Venerdì scorso é stato arrestato in Mauritania il genero di Gheddafi ed ex capo dei servizi segreti libici, Abdullah El Senoussi, accusato di crimini contro l’umanità. La Corte Penale Internazionale dell’Aia ne reclama l’estradizione al pari della Francia che vuole processarlo per l’attentato terroristico del 19 settembre 1898 contro il volo UTA 772 in cui persero la vita 170 passeggeri, tra cui 54 francesi…
«Non discuto le ragioni della Francia e neanche quelle della Corte Penale Internazionale -afferma Salha a colloquio con ItaliaChiamaItalia – ma penso che a noi libici spetti la precedenza. Senoussi é accusato di parecchi crimini in Libia. Fu lui ad ordinare l’uccisione di 1200 detenuti nel 1996 nel carcere Abou Salim di Tripoli. Non scordiamoci che l’arresto, sempre voluto da Senoussi, di un avvocato che rappresentava le famiglie di quei detenuti, fu la causa scatenante della rivoluzione libica.

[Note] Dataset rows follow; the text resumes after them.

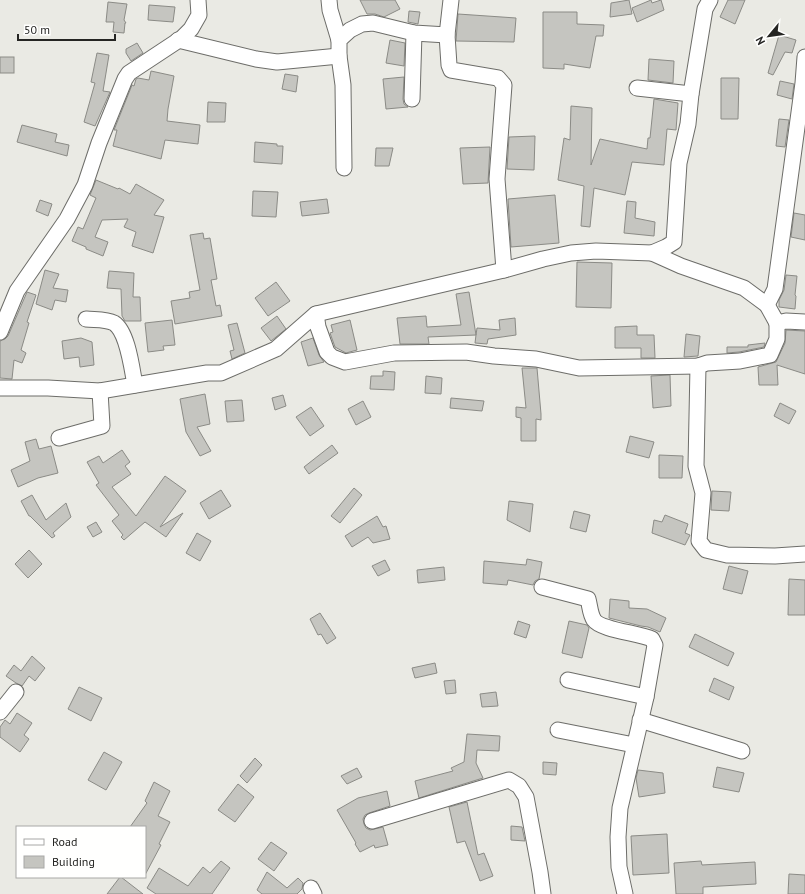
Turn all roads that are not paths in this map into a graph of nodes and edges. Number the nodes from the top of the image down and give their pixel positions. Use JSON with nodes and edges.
{"nodes":[{"id":1,"x":198,"y":0,"type":"edge"},
{"id":2,"x":329,"y":0,"type":"edge"},
{"id":3,"x":451,"y":0,"type":"edge"},
{"id":4,"x":710,"y":0,"type":"edge"},
{"id":5,"x":414,"y":32,"type":"junction"},
{"id":6,"x":447,"y":35,"type":"junction"},
{"id":7,"x":178,"y":40,"type":"junction"},
{"id":8,"x":339,"y":40,"type":"junction"},
{"id":9,"x":339,"y":56,"type":"junction"},
{"id":10,"x":805,"y":57,"type":"edge"},
{"id":11,"x":804,"y":83,"type":"edge"},
{"id":12,"x":637,"y":88,"type":"dead end"},
{"id":13,"x":691,"y":94,"type":"junction"},
{"id":14,"x":412,"y":99,"type":"dead end"},
{"id":15,"x":344,"y":168,"type":"dead end"},
{"id":16,"x":652,"y":253,"type":"junction"},
{"id":17,"x":504,"y":270,"type":"junction"},
{"id":18,"x":767,"y":305,"type":"junction"},
{"id":19,"x":316,"y":314,"type":"junction"},
{"id":20,"x":86,"y":319,"type":"dead end"},
{"id":21,"x":805,"y":322,"type":"edge"},
{"id":22,"x":777,"y":323,"type":"junction"},
{"id":23,"x":0,"y":332,"type":"edge"},
{"id":24,"x":698,"y":366,"type":"junction"},
{"id":25,"x":135,"y":385,"type":"junction"},
{"id":26,"x":0,"y":388,"type":"edge"},
{"id":27,"x":100,"y":391,"type":"junction"},
{"id":28,"x":59,"y":438,"type":"dead end"},
{"id":29,"x":805,"y":554,"type":"edge"},
{"id":30,"x":542,"y":587,"type":"dead end"},
{"id":31,"x":568,"y":680,"type":"dead end"},
{"id":32,"x":16,"y":692,"type":"dead end"},
{"id":33,"x":646,"y":697,"type":"junction"},
{"id":34,"x":0,"y":712,"type":"edge"},
{"id":35,"x":640,"y":720,"type":"junction"},
{"id":36,"x":558,"y":730,"type":"dead end"},
{"id":37,"x":634,"y":745,"type":"junction"},
{"id":38,"x":742,"y":751,"type":"dead end"},
{"id":39,"x":372,"y":821,"type":"dead end"},
{"id":40,"x":543,"y":894,"type":"edge"},
{"id":41,"x":625,"y":894,"type":"edge"}],
"edges":[{"from":1,"to":7,"type":"street"},
{"from":2,"to":8,"type":"street"},
{"from":3,"to":6,"type":"street"},
{"from":4,"to":13,"type":"street"},
{"from":5,"to":6,"type":"street"},
{"from":5,"to":8,"type":"street"},
{"from":5,"to":14,"type":"street"},
{"from":6,"to":17,"type":"street"},
{"from":7,"to":9,"type":"street"},
{"from":7,"to":23,"type":"street"},
{"from":8,"to":9,"type":"street"},
{"from":9,"to":15,"type":"street"},
{"from":10,"to":11,"type":"street"},
{"from":11,"to":18,"type":"street"},
{"from":12,"to":13,"type":"street"},
{"from":13,"to":16,"type":"street"},
{"from":16,"to":17,"type":"street"},
{"from":16,"to":18,"type":"street"},
{"from":17,"to":19,"type":"street"},
{"from":18,"to":22,"type":"street"},
{"from":19,"to":24,"type":"street"},
{"from":19,"to":25,"type":"street"},
{"from":20,"to":25,"type":"street"},
{"from":21,"to":22,"type":"street"},
{"from":22,"to":24,"type":"street"},
{"from":24,"to":29,"type":"street"},
{"from":25,"to":27,"type":"street"},
{"from":26,"to":27,"type":"street"},
{"from":27,"to":28,"type":"street"},
{"from":30,"to":33,"type":"street"},
{"from":31,"to":33,"type":"street"},
{"from":32,"to":34,"type":"street"},
{"from":33,"to":35,"type":"street"},
{"from":35,"to":37,"type":"street"},
{"from":35,"to":38,"type":"street"},
{"from":36,"to":37,"type":"street"},
{"from":37,"to":41,"type":"street"},
{"from":39,"to":40,"type":"street"}]}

Per questo le nostre autorità insisteranno per far estradare e processare Senoussi in Libia».
Per finire parliamo un po’ delle relazioni tra Italia e Libia…

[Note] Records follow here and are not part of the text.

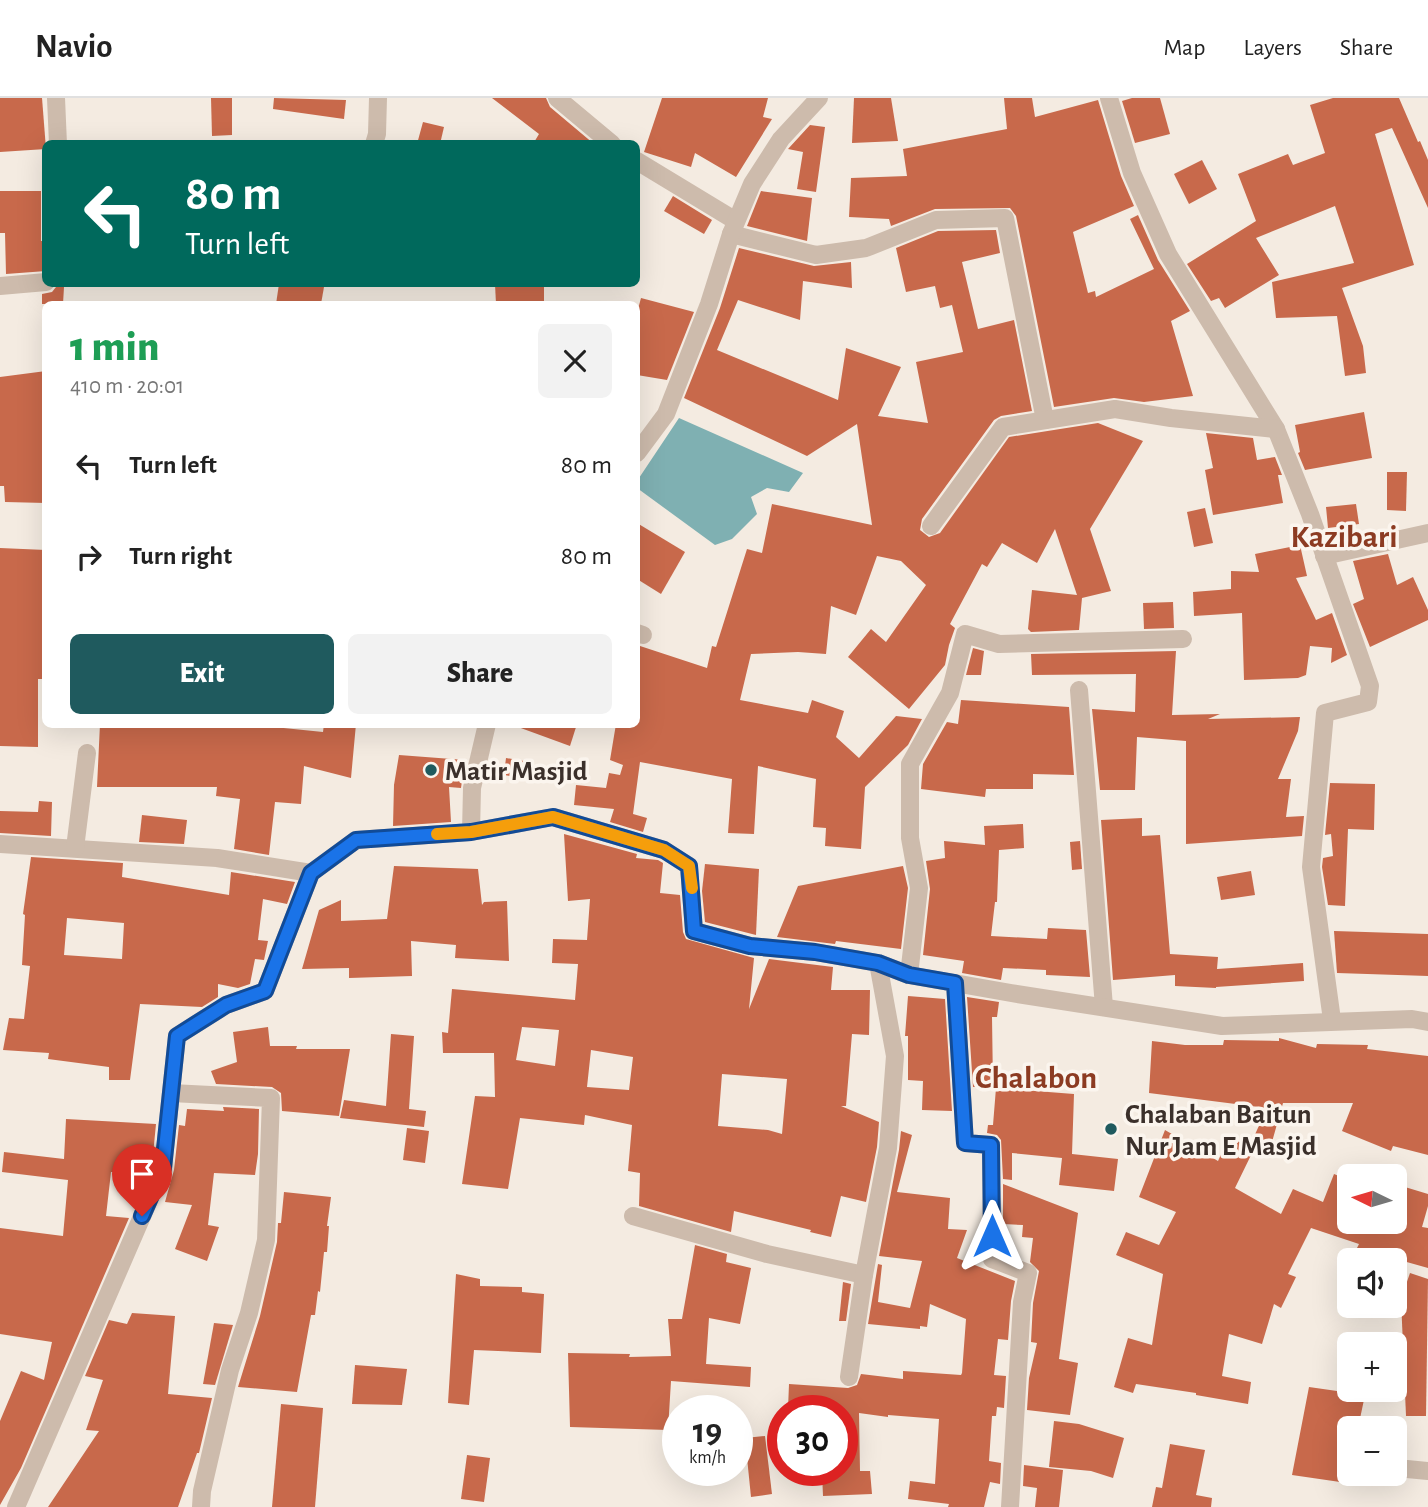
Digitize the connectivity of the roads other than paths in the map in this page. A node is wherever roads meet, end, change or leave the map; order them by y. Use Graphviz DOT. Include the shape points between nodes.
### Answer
graph roads {
  1 [pos="56,98"];
  2 [pos="378,98"];
  3 [pos="557,98"];
  4 [pos="819,98"];
  5 [pos="1110,98"];
  6 [pos="58,140"];
  7 [pos="375,140"];
  8 [pos="607,140"];
  9 [pos="640,163"];
  10 [pos="734,228"];
  11 [pos="42,282"];
  12 [pos="0,286"];
  13 [pos="1045,420"];
  14 [pos="1276,429"];
  15 [pos="640,449"];
  16 [pos="931,526"];
  17 [pos="1428,533"];
  18 [pos="1324,556"];
  19 [pos="1183,639"];
  20 [pos="1079,690"];
  21 [pos="486,728"];
  22 [pos="87,752"];
  23 [pos="471,832"];
  24 [pos="0,844"];
  25 [pos="75,848"];
  26 [pos="311,873"];
  27 [pos="878,963"];
  28 [pos="909,975"];
  29 [pos="955,983"];
  30 [pos="1104,1007"];
  31 [pos="1332,1020"];
  32 [pos="1428,1023"];
  33 [pos="171,1093"];
  34 [pos="633,1216"];
  35 [pos="864,1275"];
  36 [pos="849,1377"];
  37 [pos="1407,1469"];
  38 [pos="1428,1471"];
  39 [pos="16,1507"];
  40 [pos="201,1507"];
  41 [pos="1010,1507"];
  1 -- 6 [label="street"];
  2 -- 7 [label="street"];
  3 -- 8 [label="street"];
  4 -- 10 [label="street" via="780,139 751,184"];
  5 -- 14 [label="street" via="1132,173 1168,254"];
  9 -- 10 [label="street"];
  10 -- 13 [label="street" via="816,255 866,248 936,220 1005,218"];
  10 -- 15 [label="street" via="666,414"];
  11 -- 12 [label="street"];
  13 -- 14 [label="street" via="1115,409"];
  13 -- 16 [label="street" via="1003,427"];
  14 -- 18 [label="street"];
  17 -- 18 [label="street"];
  18 -- 31 [label="street" via="1370,686 1368,702 1325,713 1311,867"];
  19 -- 28 [label="street" via="999,644 965,634 950,693 910,764 910,838 919,888"];
  20 -- 30 [label="street"];
  21 -- 23 [label="street" via="472,788"];
  22 -- 25 [label="street"];
  23 -- 26 [label="street" via="356,840"];
  23 -- 27 [label="street" via="553,817 664,850 689,866 694,931 750,946"];
  24 -- 25 [label="street"];
  25 -- 26 [label="street" via="216,859"];
  26 -- 33 [label="street" via="265,991 226,1005 177,1036"];
  27 -- 28 [label="street"];
  27 -- 35 [label="street" via="895,1056 888,1148"];
  28 -- 29 [label="street"];
  29 -- 30 [label="street"];
  29 -- 41 [label="street" via="965,1143 991,1145 992,1259 1028,1273 1020,1326"];
  30 -- 31 [label="street" via="1222,1026"];
  31 -- 32 [label="street"];
  33 -- 39 [label="street" via="163,1168"];
  33 -- 40 [label="street" via="271,1098 265,1240 249,1313 230,1370"];
  34 -- 35 [label="street" via="766,1254"];
  35 -- 36 [label="street"];
  37 -- 38 [label="street"];
}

«So a cosa alludi – risponde Salha con un sorriso malizioso – ; Silvio Berlusconi era molto amico del Colonnello Gheddafi, un’amicizia che noi libici facevamo fatica a capire e a giustificare. Da cosa era dettata? Dagli interessi dell’Eni? Sarebbero stati tutelati comunque perché antecedenti a Berlusconi. Dalla necessità di riappacificarsi dopo la parentesi coloniale? Ma noi libici abbiamo sempre avuto un buon rapporto con gli italiani. Se c’era qualcuno che invece gettava benzina sul fuoco quello era proprio il Colonnello Gheddafi che utilizzava alcuni simboli della nostra storia come Omar-El Mukhtar (il leone del deserto catturato e fatto impiccare da Rodolfo Graziani) per aizzare l’odio anti-italiano salvo poi cambiare del tutto atteggiamento davanti alla promessa del governo italiano di costruire, come riparazione per i danni coloniali, la famosa autostrada dell’amicizia di 1700 Km che avrebbe dovuto attraversare tutta la Libia dal confine con la Tunisia a quello con l’Egitto. Peccato che quella promessa sia rimasta lettera morta al pari delle altre promesse di ammodernamento del Paese fatte da Gheddafi. In conclusione non ho mai capito quale fosse la vera natura dei rapporti tra Gheddafi e Berlusconi, ma questo ora appartiene al passato. La Libia e l’Italia hanno nuovi governi che sapranno rinsaldare i legami di amicizia e di cooperazione tra i nostri popoli».